Here are some animal cell pictures. These are made at different magnifications, using very simple means: think of an old Olympus GB microscope and a small HP camera, hand held above the eyepiece.
Picture 1: human epithelium cells from the cheek, permanent home made slide, stained with H&E (which stands for haematoxylin and eosin).
The blue arrows point at some diplococci, who often arrange in streptococcus alike rows. These are normal commensal (thus harmless) inhabitants of the mouth.

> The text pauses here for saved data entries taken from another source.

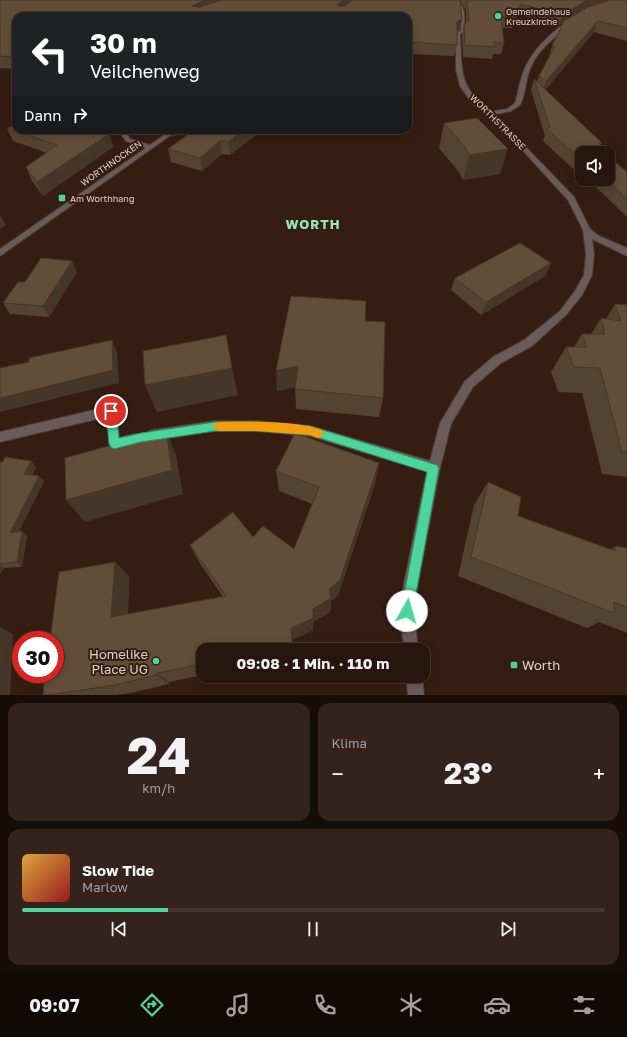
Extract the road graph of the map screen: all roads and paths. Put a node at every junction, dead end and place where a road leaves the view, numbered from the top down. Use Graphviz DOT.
graph roads {
  1 [pos="457,0"];
  2 [pos="578,17"];
  3 [pos="490,114"];
  4 [pos="124,134"];
  5 [pos="169,134"];
  6 [pos="151,147"];
  7 [pos="587,230"];
  8 [pos="0,253"];
  9 [pos="627,253"];
  10 [pos="0,437"];
  11 [pos="434,468"];
  12 [pos="410,643"];
  13 [pos="415,683"];
  14 [pos="416,695"];
  1 -- 3 [label="street, WORTHSTRASSE"];
  2 -- 3 [label="street"];
  3 -- 7 [label="street, WORTHSTRASSE"];
  4 -- 6 [label="street"];
  5 -- 6 [label="street, WORTHNOCKEN"];
  6 -- 8 [label="street, WORTHNOCKEN"];
  7 -- 9 [label="street, WORTHSTRASSE"];
  7 -- 11 [label="street, WORTHSTRASSE"];
  10 -- 11 [label="street"];
  11 -- 12 [label="street, WORTHSTRASSE"];
  13 -- 14 [label="street"];
}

One can imagine the arrangement of the diplcocci, as 2 coffee beans, laying with the flat side towards each other. These are very small structures and the diplococci can only be separated optically with a system having an N.A. > 1. Kind of double stars at the microscopic level ;-).
Picture 2: section through the seminal vesicles of an earthworm (Lumbricus sp.) with several stages of the spermatogenesis (through meiosis) visible, permanent home made slide, stained with H&E. :
Picture 3: a smear of the contents of the seminal vesicles of an earthworm (Lumbricus sp.) showing earlier stages of the sperm forming cels shown in picture 2. Permanent home made slide, stained with H&E. The picture is beyond "usefull magnification"
Picture 4: a section of mammal (rabbit) liver, permanent home made slide, stained with Heidenhain's iron haematoxylin.
Notice some differences between the images:
The nuclei in the human squamous epithelium cells from the cheek show litlle detail, apart from some hardly visible and poorly stained grains.
Compare with the other pictures: in all three of them the nuclei show abundant detail: the small dots and lines of the chromatin network, stained blue in pictures 2 and 3 and gray in picture 4.
Notice the presence of nucleoli in the nuclei, easy visible in the third picture as pink stained dots, but recognisable in pictures 2 and 4 as well (I pointed a few out, black arrows). Nucleoli are a normal feature of healthy, live interphase cell nuclei in both animal and plant cells.
Also notice the difference in nucleus/protoplasm ratio: in the squamous epithelium cells, the nucleus is very small, compared to the cell outlines.
Cell outlines are difficult to see in sections of animal tissue (due to the lack of cell walls), but they're usually clearly visible in smears, especialy when a dye is used to stain the cytoplasm.
Compare picture 1 with picture 3: while the dimensions of the nuclei in the cells in picture 1 are negligible compared with the cytoplasm, the nuclei in the cells in picture 3 account for some (gross estimation) 70% of the cell image surface.
Allthough it's difficult to see in picture 2, it will be pretty much the same situation as in picture 3.
Or compare picture 1 with picture 4, in which a hint of the cell membrames is more or less visible in the liver parenchyma, due to the action of the ammonium-iron III sulfate used in the Heidenhain iron haematoxylin staining technique.
I find that all interesting, don't you?